Maggie Cogan has been homeless, living in Central Park with her pack of dogs. All but two, who still reside with her, have been moved to Pets Alive, a sanctuary in Middletown, New York, run by Sara Whalen, one of the first rescuers in New York. Cogan is about to see her dogs for the first time since they were taken from her and moved to Pets Alive. It’s 1995. (A version of this article originally ran in the Village Voice. You can visit Part One and Two of at substack.com.theballadofpearlandspike)
Whalen and Cogan walk towards the kennel where the dogs are living. “I know you’re anxious to see your dogs, but I’m going to limit your time with them,” says Whalen. “You have one hour. We’ll bring out two at a time into the office.” Cogan is upset; she wants to bring all her dogs outside at once. This is the moment when she begins to realize that these dogs are no longer her own.
We all go into Whalen’s office, which is a little gloomy. There are a couple of couches, a desk, a phone, and bathroom. Whalen sits at the desk and starts chain smoking. “I tried to get hypnotized for these,” she says. “But they couldn’t put me under.” Behind one door is a cat room. The others lead to a kennel we are forbidden to enter.
Since we have no access to the kennel, Beverly, Whalen’s single employee, brings Cogan’s dogs out to us. Neri, a solid black pit bull, looks smaller than I remember and calmer; he walks around the room checking us all out and then lies down on the couch next to Cogan. “I thought he was going to be out of his mind,” says Cogan. “The dogs are not panic-stricken here,” Whalen explains. “Your dogs have been here for a week and the others have told them—there’s nothing to fear.”
Duchess the funky wolfhound and Boris, the eight-year-old mutt, come out next.
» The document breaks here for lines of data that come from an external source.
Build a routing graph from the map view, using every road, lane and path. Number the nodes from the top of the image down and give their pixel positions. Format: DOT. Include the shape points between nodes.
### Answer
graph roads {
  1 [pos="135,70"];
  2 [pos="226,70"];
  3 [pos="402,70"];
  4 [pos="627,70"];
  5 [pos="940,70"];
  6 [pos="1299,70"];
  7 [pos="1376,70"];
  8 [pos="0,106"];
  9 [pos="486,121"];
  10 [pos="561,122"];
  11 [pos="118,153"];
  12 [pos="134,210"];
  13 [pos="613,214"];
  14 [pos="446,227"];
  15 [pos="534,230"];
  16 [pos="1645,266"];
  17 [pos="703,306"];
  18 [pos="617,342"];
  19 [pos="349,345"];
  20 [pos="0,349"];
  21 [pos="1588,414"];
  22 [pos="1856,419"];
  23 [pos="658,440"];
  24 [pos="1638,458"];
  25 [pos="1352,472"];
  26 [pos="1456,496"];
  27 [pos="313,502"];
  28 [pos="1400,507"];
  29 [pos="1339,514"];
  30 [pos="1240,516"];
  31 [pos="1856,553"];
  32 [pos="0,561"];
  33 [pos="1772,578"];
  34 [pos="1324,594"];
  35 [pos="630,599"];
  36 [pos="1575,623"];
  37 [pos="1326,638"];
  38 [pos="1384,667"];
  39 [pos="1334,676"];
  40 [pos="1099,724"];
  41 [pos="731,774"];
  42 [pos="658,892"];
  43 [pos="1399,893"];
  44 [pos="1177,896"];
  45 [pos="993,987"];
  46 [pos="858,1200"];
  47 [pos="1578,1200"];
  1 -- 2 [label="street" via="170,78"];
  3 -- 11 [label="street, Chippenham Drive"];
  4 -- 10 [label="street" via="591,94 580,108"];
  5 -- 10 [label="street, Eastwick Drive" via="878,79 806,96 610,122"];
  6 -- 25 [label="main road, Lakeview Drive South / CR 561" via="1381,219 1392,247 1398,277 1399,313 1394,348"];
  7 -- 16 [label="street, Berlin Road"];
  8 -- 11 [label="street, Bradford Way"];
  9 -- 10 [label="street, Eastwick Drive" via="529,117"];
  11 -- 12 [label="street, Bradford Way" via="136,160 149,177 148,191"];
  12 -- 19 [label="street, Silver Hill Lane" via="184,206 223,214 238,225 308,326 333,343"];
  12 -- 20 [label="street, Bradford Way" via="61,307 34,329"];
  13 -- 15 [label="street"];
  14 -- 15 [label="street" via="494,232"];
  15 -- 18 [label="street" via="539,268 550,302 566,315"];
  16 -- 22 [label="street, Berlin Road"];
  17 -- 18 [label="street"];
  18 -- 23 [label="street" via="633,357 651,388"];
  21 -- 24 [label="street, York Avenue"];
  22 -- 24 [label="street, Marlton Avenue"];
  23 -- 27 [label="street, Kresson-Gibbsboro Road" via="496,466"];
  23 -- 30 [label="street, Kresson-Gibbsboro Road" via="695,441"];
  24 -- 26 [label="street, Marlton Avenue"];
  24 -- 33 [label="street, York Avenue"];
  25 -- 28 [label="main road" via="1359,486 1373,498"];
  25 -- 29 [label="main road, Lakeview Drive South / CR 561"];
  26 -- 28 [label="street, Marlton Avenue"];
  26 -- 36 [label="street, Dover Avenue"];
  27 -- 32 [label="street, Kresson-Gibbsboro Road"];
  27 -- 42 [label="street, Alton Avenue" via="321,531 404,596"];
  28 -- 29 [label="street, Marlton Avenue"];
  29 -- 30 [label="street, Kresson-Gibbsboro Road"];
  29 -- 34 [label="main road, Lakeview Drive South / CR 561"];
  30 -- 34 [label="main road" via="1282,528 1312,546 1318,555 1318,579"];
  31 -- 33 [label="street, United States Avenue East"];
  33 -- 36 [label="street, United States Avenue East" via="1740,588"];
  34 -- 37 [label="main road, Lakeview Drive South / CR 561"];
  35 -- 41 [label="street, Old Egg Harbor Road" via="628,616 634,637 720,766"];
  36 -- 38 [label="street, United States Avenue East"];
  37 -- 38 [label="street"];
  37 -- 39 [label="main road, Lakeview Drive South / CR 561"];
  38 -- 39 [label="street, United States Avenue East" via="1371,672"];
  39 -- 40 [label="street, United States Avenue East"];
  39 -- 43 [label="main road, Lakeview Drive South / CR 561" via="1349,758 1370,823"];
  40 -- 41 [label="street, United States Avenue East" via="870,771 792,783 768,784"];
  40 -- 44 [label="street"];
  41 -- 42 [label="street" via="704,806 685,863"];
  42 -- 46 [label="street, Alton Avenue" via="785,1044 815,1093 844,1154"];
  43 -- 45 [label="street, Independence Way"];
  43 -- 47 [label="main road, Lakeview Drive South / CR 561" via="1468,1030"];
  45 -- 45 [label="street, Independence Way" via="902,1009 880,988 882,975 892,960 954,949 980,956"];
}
When we last saw Duchess she was traumatized, matted, and growling. Now, she looks like a different dog. She sniffs everyone in the room and then leaps into Negroponte’s lap to lick his face. Then she lies down on the floor near Beverly. Boris is more interested in Cogan, but most interested in going back inside the kennel. “I can’t believe this,” says Cogan. “I thought Boris would be furious with me.” But Boris is not the least bit angry. “Nobody believes me,” says Whalen. “But my dogs are really happy. Beverly and I spend quality time with them.”
Negroponte, Cogan and I are impressed. Maggie’s dogs are a little fatter, a lot cleaner, and already seem to have bonded with their new owners. Only Annie, the collie, pays special attention to Cogan. “I couldnt imagine how my children could survive without me,” she says in dismay.
This is my chance to convince Whalen to let me into her kennel. When I explain that I have to see the condition of her dogs to write about Pets Alive, she finally relents. She knows she needs good press and says, “Ok. Just you.”
Beverly takes me in and the dogs instantly go off like bombs. The noise is ear-splitting, painful. I wonder if any of the 70 beasts are going deaf in these conditions. I would need earplugs to spend time in the building, but Beverly just walks around, saying hello to her pals. One dog jumps up and down frantically in circles; an old basset hound sits in his kennel, wagging his tail. There’s a calm dog with piercing blue eyes who looks like a golden retriever. “Where’s Stonewall,” I shout at Beverly. (Stonewall is a pit bull sent to Pets Alive by the courts.) She leads me to a run where there’s a handsome white dog with a patch of brown on one eye. He’s sitting quietly. I don’t bother him.
Whalen is in the office waiting for me. She’s smiling because she knows what it’s like. “They only put on that show for strangers,” she says. Whalen is right to keep the public out. It would be impossible to select a dog from inside the building.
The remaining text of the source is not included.